8

I've Collective Intelligence book, but I'm not sure how it can be apply in practical.

Let say I have a PHP website with mySQL database. User can insert articles with title and content in the database. For the sake of simplicity, we just compare the title.

  • How to Make Coffee?
  • 15 Things About Coffee.
  • The Big Question.
  • How to Sharpen A Pencil?
  • Guy Getting Hit in Balls

We open 'How to Make Coffee?' article and because there are similarity in words with the second and fourth title, they will be displayed in Related Article section.
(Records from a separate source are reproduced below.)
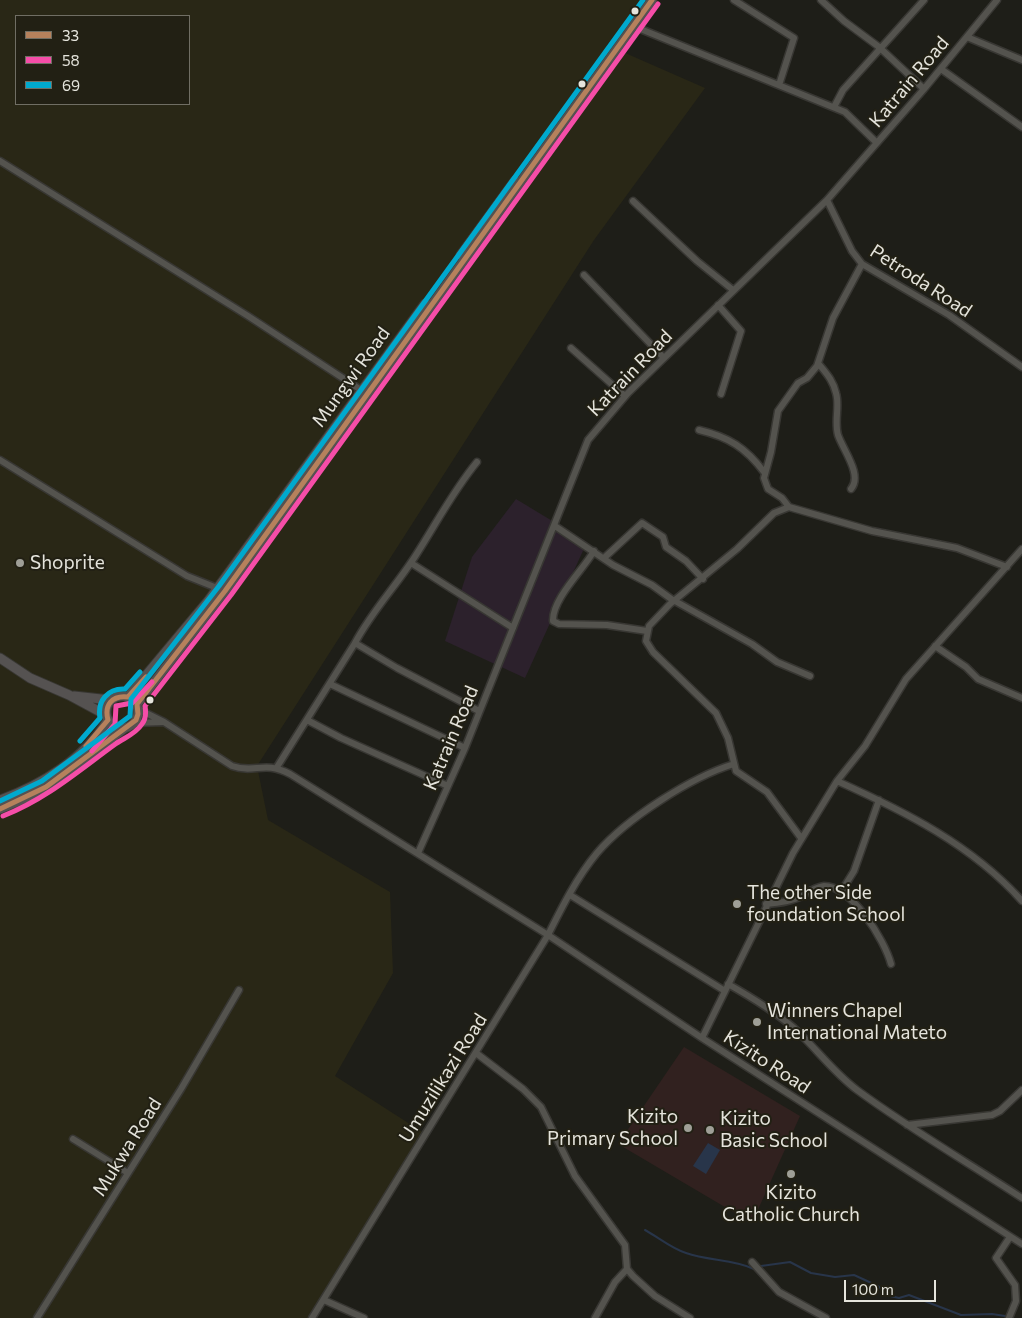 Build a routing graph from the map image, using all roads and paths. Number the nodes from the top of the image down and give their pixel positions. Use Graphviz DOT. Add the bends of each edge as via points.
graph roads {
  1 [pos="648,0"];
  2 [pos="652,0"];
  3 [pos="734,0"];
  4 [pos="820,0"];
  5 [pos="924,0"];
  6 [pos="997,0"];
  7 [pos="633,26"];
  8 [pos="967,37"];
  9 [pos="880,47"];
  10 [pos="1022,60"];
  11 [pos="941,69"];
  12 [pos="779,85"];
  13 [pos="924,89"];
  14 [pos="834,107"];
  15 [pos="1022,127"];
  16 [pos="877,143"];
  17 [pos="0,161"];
  18 [pos="827,200"];
  19 [pos="633,201"];
  20 [pos="862,264"];
  21 [pos="584,275"];
  22 [pos="733,290"];
  23 [pos="718,306"];
  24 [pos="571,348"];
  25 [pos="664,358"];
  26 [pos="818,364"];
  27 [pos="1022,368"];
  28 [pos="364,392"];
  29 [pos="721,394"];
  30 [pos="624,396"];
  31 [pos="699,430"];
  32 [pos="0,460"];
  33 [pos="476,462"];
  34 [pos="764,472"];
  35 [pos="851,489"];
  36 [pos="789,507"];
  37 [pos="556,526"];
  38 [pos="1022,549"];
  39 [pos="594,551"];
  40 [pos="604,558"];
  41 [pos="411,563"];
  42 [pos="1007,567"];
  43 [pos="703,578"];
  44 [pos="217,588"];
  45 [pos="674,601"];
  46 [pos="513,628"];
  47 [pos="647,631"];
  48 [pos="355,642"];
  49 [pos="935,646"];
  50 [pos="0,658"];
  51 [pos="810,676"];
  52 [pos="330,684"];
  53 [pos="69,695"];
  54 [pos="128,697"];
  55 [pos="1022,698"];
  56 [pos="110,700"];
  57 [pos="137,707"];
  58 [pos="479,711"];
  59 [pos="107,718"];
  60 [pos="307,720"];
  61 [pos="164,722"];
  62 [pos="134,723"];
  63 [pos="125,728"];
  64 [pos="464,748"];
  65 [pos="734,764"];
  66 [pos="277,768"];
  67 [pos="837,781"];
  68 [pos="448,786"];
  69 [pos="0,800"];
  70 [pos="879,800"];
  71 [pos="0,809"];
  72 [pos="801,838"];
  73 [pos="418,853"];
  74 [pos="841,892"];
  75 [pos="570,895"];
  76 [pos="1022,900"];
  77 [pos="766,904"];
  78 [pos="548,935"];
  79 [pos="892,964"];
  80 [pos="726,988"];
  81 [pos="239,990"];
  82 [pos="702,1038"];
  83 [pos="476,1053"];
  84 [pos="1022,1090"];
  85 [pos="907,1125"];
  86 [pos="73,1139"];
  87 [pos="128,1173"];
  88 [pos="1022,1198"];
  89 [pos="1010,1237"];
  90 [pos="1022,1244"];
  91 [pos="752,1262"];
  92 [pos="627,1268"];
  93 [pos="324,1300"];
  94 [pos="37,1318"];
  95 [pos="312,1318"];
  96 [pos="364,1318"];
  97 [pos="595,1318"];
  98 [pos="690,1318"];
  99 [pos="826,1318"];
  100 [pos="1009,1318"];
  1 -- 28 [label="main road, Mungwi Road"];
  2 -- 7 [label="main road, Mungwi Road"];
  3 -- 12 [label="street" via="794,38"];
  4 -- 9 [label="street"];
  5 -- 9 [label="street"];
  6 -- 8 [label="street, Katrain Road"];
  7 -- 12 [label="street"];
  7 -- 28 [label="main road, Mungwi Road"];
  8 -- 10 [label="street"];
  8 -- 11 [label="street, Katrain Road"];
  9 -- 13 [label="street"];
  9 -- 14 [label="street" via="843,90"];
  11 -- 13 [label="street, Katrain Road"];
  11 -- 15 [label="street"];
  12 -- 14 [label="street"];
  13 -- 16 [label="street, Katrain Road"];
  14 -- 16 [label="street" via="851,116"];
  16 -- 18 [label="street, Katrain Road"];
  17 -- 28 [label="street"];
  18 -- 20 [label="street, Petroda Road" via="852,251"];
  18 -- 22 [label="street, Katrain Road"];
  19 -- 22 [label="street"];
  20 -- 26 [label="street" via="833,318"];
  20 -- 27 [label="street, Petroda Road" via="949,315"];
  21 -- 25 [label="street"];
  22 -- 23 [label="street, Katrain Road"];
  23 -- 25 [label="street, Katrain Road"];
  23 -- 29 [label="street" via="741,331"];
  24 -- 30 [label="street"];
  25 -- 30 [label="street, Katrain Road"];
  26 -- 34 [label="street" via="798,384 778,412"];
  26 -- 35 [label="street" via="830,378 837,395 837,430 855,476"];
  28 -- 44 [label="main road, Mungwi Road"];
  28 -- 57 [label="main road, Mungwi Road" via="231,583"];
  30 -- 37 [label="street, Katrain Road" via="584,447"];
  31 -- 34 [label="street" via="727,438 751,454"];
  32 -- 44 [label="street" via="187,576"];
  33 -- 41 [label="street"];
  34 -- 36 [label="street" via="766,487"];
  36 -- 42 [label="street" via="872,531 957,548"];
  36 -- 43 [label="street" via="774,513"];
  37 -- 39 [label="street"];
  37 -- 46 [label="street, Katrain Road"];
  38 -- 42 [label="street"];
  39 -- 40 [label="street"];
  39 -- 47 [label="street" via="567,588 553,621"];
  40 -- 43 [label="street" via="639,525 645,524 663,537 666,547"];
  40 -- 45 [label="street"];
  41 -- 46 [label="street"];
  41 -- 48 [label="street" via="372,613"];
  42 -- 49 [label="street"];
  43 -- 45 [label="street"];
  44 -- 54 [label="main road, Mungwi Road"];
  45 -- 47 [label="street"];
  45 -- 51 [label="street" via="752,644 777,662"];
  46 -- 58 [label="street, Katrain Road"];
  47 -- 65 [label="street" via="646,641 653,652 716,713 728,738"];
  48 -- 52 [label="street"];
  48 -- 58 [label="street"];
  49 -- 55 [label="street" via="978,679"];
  49 -- 67 [label="street" via="906,679 865,746"];
  50 -- 53 [label="main road" via="30,678"];
  52 -- 60 [label="street"];
  52 -- 64 [label="street"];
  53 -- 56 [label="main road"];
  53 -- 59 [label="main road"];
  54 -- 56 [label="main road"];
  54 -- 57 [label="main road"];
  56 -- 59 [label="main road" via="106,707"];
  57 -- 61 [label="street"];
  57 -- 62 [label="main road"];
  58 -- 64 [label="street, Katrain Road"];
  59 -- 63 [label="main road" via="117,728"];
  59 -- 69 [label="main road" via="98,734 61,769 34,786"];
  60 -- 66 [label="street"];
  60 -- 68 [label="street"];
  61 -- 62 [label="street"];
  61 -- 66 [label="street" via="232,766 240,769"];
  62 -- 63 [label="main road"];
  63 -- 71 [label="main road" via="52,784 29,798"];
  64 -- 68 [label="street, Katrain Road"];
  65 -- 72 [label="street" via="739,775 767,792"];
  65 -- 75 [label="street, Umuzilikazi Road" via="702,776 662,800 620,832 597,853"];
  66 -- 73 [label="street, Kizito Road"];
  67 -- 70 [label="street"];
  67 -- 72 [label="street"];
  68 -- 73 [label="street, Katrain Road"];
  70 -- 74 [label="street" via="854,871"];
  70 -- 76 [label="street" via="956,844"];
  72 -- 77 [label="street"];
  73 -- 78 [label="street, Kizito Road"];
  74 -- 77 [label="street" via="822,886 793,899"];
  74 -- 79 [label="street" via="872,925"];
  75 -- 78 [label="street, Umuzilikazi Road"];
  75 -- 80 [label="street"];
  77 -- 80 [label="street"];
  78 -- 82 [label="street, Kizito Road"];
  78 -- 83 [label="street, Umuzilikazi Road"];
  80 -- 82 [label="street"];
  80 -- 85 [label="street" via="780,1017 842,1078"];
  81 -- 87 [label="street, Mukwa Road"];
  82 -- 89 [label="street, Kizito Road"];
  83 -- 92 [label="street" via="524,1089 541,1107 575,1176 625,1244"];
  83 -- 93 [label="street, Umuzilikazi Road"];
  84 -- 85 [label="street" via="992,1115"];
  85 -- 88 [label="street"];
  86 -- 87 [label="street"];
  87 -- 94 [label="street, Mukwa Road"];
  89 -- 90 [label="street, Kizito Road"];
  89 -- 100 [label="street" via="996,1258 1015,1285 1016,1301"];
  91 -- 99 [label="street" via="779,1292"];
  92 -- 97 [label="street" via="615,1282"];
  92 -- 98 [label="street" via="655,1296"];
  93 -- 95 [label="street, Umuzilikazi Road"];
  93 -- 96 [label="street"];
}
How can I implement this using PHP and mySQL? It's ok if I have to use Python. Thanks in advance.

Azam
  • 797
  • 2
  • 8
  • 23

3 Answers3

12

Store a set of keywords alongside each product, which should essentially be everything in the title besides a set of stop words. When a title is displayed, you find any other products which share keywords in common (with those with one or more in common given priority).

You could further enhance this by assigning a score to each keyword based on its scarcity (with more scarce words being given a higher score, as a match on 'PHP', for instance, is going to be more relevant than a match on 'programming'), or by tracking the number of times a user navigates manually between a set of products.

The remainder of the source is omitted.